Stored items

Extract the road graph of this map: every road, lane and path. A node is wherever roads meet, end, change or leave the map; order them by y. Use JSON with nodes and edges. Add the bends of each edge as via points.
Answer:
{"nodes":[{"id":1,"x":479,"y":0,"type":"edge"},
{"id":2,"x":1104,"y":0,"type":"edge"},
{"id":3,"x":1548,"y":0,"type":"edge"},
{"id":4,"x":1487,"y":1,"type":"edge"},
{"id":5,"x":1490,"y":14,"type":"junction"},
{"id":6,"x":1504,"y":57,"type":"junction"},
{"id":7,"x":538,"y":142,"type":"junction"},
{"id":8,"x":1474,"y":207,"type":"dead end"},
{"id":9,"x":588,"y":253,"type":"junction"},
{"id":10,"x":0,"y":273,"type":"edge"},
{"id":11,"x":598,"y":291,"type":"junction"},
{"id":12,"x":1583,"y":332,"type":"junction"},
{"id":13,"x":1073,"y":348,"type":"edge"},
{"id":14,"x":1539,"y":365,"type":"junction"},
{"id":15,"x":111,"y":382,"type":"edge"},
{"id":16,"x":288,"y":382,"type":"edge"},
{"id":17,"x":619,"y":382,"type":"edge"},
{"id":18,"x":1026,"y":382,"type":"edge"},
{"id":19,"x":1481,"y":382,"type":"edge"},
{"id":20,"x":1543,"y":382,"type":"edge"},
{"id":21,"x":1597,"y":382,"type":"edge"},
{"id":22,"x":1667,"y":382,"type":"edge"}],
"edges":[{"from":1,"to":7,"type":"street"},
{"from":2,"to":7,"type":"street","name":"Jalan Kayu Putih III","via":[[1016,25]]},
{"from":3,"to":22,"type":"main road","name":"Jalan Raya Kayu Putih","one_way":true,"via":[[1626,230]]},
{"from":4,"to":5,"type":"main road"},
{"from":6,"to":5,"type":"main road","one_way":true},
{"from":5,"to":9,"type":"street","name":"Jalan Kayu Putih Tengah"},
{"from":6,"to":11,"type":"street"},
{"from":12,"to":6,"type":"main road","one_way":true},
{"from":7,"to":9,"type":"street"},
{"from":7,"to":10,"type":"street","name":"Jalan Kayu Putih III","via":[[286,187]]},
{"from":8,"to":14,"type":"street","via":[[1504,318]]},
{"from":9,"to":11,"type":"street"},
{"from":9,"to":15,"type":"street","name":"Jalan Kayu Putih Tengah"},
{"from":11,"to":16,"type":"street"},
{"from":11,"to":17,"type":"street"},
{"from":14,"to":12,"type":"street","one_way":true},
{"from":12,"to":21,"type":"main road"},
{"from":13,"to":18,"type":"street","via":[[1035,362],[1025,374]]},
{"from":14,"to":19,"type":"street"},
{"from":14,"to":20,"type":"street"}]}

==

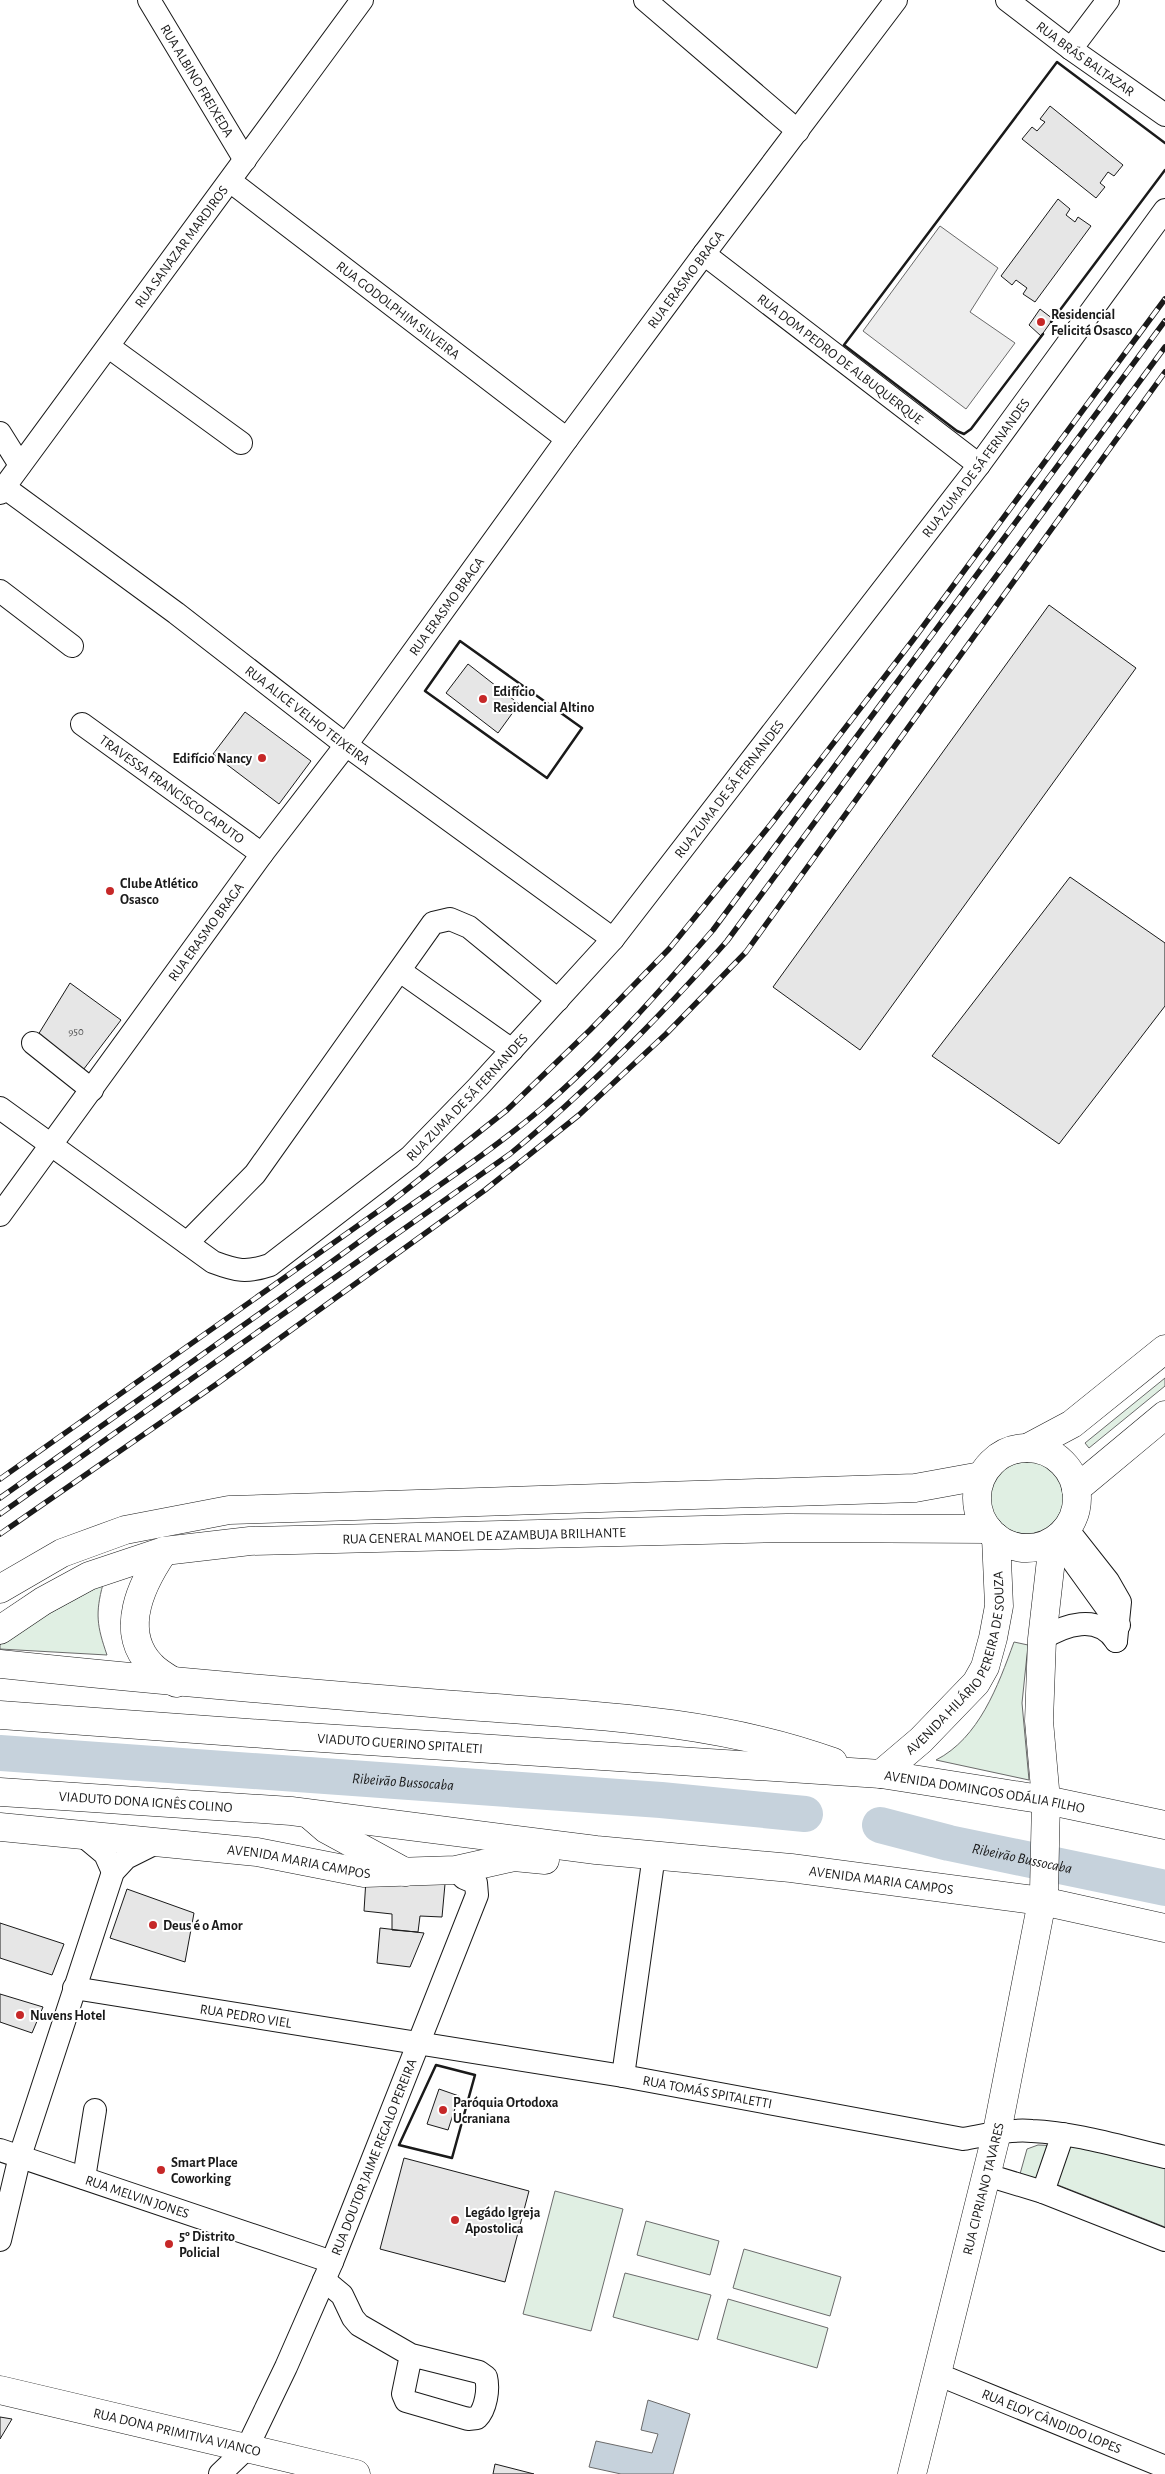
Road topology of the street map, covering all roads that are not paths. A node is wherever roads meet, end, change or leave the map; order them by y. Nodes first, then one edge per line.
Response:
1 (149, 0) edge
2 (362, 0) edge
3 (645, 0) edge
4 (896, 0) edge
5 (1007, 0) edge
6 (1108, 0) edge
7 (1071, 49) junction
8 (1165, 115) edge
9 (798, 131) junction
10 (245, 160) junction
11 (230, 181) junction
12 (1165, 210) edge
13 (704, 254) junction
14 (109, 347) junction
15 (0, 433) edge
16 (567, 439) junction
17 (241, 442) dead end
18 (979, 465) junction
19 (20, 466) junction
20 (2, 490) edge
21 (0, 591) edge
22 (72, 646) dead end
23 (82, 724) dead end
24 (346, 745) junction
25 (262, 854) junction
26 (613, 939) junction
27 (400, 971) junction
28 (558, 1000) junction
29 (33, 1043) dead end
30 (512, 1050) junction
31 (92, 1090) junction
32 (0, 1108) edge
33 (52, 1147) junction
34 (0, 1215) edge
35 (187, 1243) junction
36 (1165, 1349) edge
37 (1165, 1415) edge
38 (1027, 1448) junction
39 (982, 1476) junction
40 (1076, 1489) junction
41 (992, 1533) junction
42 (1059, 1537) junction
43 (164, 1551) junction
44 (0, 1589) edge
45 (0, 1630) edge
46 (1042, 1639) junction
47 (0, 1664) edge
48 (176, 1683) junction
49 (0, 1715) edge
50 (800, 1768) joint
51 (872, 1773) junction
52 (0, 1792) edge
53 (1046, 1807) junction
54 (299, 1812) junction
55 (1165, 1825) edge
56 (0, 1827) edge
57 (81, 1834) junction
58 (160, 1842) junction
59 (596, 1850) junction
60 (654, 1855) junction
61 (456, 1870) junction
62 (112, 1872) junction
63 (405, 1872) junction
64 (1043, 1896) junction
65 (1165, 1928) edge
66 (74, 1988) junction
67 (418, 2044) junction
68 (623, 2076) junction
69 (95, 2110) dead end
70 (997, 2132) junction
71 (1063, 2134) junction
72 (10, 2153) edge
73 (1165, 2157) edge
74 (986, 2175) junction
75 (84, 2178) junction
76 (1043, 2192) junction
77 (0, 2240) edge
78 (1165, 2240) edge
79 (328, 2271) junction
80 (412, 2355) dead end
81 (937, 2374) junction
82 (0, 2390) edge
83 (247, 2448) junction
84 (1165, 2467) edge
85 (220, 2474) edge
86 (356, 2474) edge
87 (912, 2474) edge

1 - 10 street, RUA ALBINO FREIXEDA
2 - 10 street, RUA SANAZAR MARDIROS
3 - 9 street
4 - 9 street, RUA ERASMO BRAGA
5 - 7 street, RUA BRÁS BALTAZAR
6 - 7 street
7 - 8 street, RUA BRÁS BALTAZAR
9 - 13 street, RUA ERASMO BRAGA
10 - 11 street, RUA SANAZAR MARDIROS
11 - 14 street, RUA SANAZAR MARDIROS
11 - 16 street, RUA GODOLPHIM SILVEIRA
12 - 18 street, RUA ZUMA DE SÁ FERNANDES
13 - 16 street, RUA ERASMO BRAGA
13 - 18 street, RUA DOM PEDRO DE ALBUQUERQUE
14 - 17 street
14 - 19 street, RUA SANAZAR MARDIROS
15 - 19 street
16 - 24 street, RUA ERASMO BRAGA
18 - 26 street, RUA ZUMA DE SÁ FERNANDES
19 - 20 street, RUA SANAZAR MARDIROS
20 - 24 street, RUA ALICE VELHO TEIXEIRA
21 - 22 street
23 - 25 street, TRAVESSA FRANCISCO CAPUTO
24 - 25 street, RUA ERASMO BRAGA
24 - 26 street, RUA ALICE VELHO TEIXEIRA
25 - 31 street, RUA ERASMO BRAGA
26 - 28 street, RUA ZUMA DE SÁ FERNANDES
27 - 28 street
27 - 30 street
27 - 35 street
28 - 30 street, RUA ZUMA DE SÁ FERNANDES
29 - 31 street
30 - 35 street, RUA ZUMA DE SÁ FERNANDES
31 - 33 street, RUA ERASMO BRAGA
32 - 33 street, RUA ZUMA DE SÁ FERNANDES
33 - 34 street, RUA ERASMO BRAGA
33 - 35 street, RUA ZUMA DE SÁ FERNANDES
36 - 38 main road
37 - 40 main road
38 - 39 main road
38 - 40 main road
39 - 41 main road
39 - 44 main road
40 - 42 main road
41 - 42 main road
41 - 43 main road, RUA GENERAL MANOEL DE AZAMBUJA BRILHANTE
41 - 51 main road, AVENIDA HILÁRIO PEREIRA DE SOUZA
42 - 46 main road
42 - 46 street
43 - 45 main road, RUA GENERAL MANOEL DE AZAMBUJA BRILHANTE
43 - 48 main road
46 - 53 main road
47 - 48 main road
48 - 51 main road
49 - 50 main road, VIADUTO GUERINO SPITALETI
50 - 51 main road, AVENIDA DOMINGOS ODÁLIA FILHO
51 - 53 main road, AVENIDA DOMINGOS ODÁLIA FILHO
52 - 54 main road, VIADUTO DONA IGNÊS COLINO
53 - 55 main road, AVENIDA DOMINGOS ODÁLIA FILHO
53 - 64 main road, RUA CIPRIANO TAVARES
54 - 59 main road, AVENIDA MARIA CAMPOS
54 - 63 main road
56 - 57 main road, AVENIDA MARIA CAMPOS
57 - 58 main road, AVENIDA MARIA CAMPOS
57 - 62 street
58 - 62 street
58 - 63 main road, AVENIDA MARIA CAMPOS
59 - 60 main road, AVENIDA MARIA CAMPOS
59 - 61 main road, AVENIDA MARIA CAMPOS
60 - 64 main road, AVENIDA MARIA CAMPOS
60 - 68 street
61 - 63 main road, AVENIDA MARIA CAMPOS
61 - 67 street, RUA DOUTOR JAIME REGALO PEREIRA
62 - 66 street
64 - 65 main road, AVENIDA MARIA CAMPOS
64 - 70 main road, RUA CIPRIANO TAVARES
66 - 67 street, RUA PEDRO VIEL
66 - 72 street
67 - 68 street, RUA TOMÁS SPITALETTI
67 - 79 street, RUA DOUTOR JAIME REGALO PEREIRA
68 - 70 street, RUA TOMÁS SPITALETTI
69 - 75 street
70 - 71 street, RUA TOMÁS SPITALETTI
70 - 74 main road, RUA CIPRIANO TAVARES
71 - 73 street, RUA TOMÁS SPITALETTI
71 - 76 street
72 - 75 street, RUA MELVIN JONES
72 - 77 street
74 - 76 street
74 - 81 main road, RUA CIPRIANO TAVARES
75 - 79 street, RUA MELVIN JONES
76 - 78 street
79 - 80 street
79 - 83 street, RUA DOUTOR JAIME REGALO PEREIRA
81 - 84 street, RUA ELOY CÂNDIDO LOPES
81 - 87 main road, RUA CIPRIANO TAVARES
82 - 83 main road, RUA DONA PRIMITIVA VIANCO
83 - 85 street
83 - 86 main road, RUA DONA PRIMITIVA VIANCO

#### ABOUT THIS EXERCISE
All lines of the entries above where "change" turns up should be reported.

#### RESULT OF THIS TASK
Extract the road graph of this map: every road, lane and path. A node is wherever roads meet, end, change or leave the map; order them by y. Use JSON with nodes and edges. Add the bends of each edge as via points.
Road topology of the street map, covering all roads that are not paths. A node is wherever roads meet, end, change or leave the map; order them by y. Nodes first, then one edge per line.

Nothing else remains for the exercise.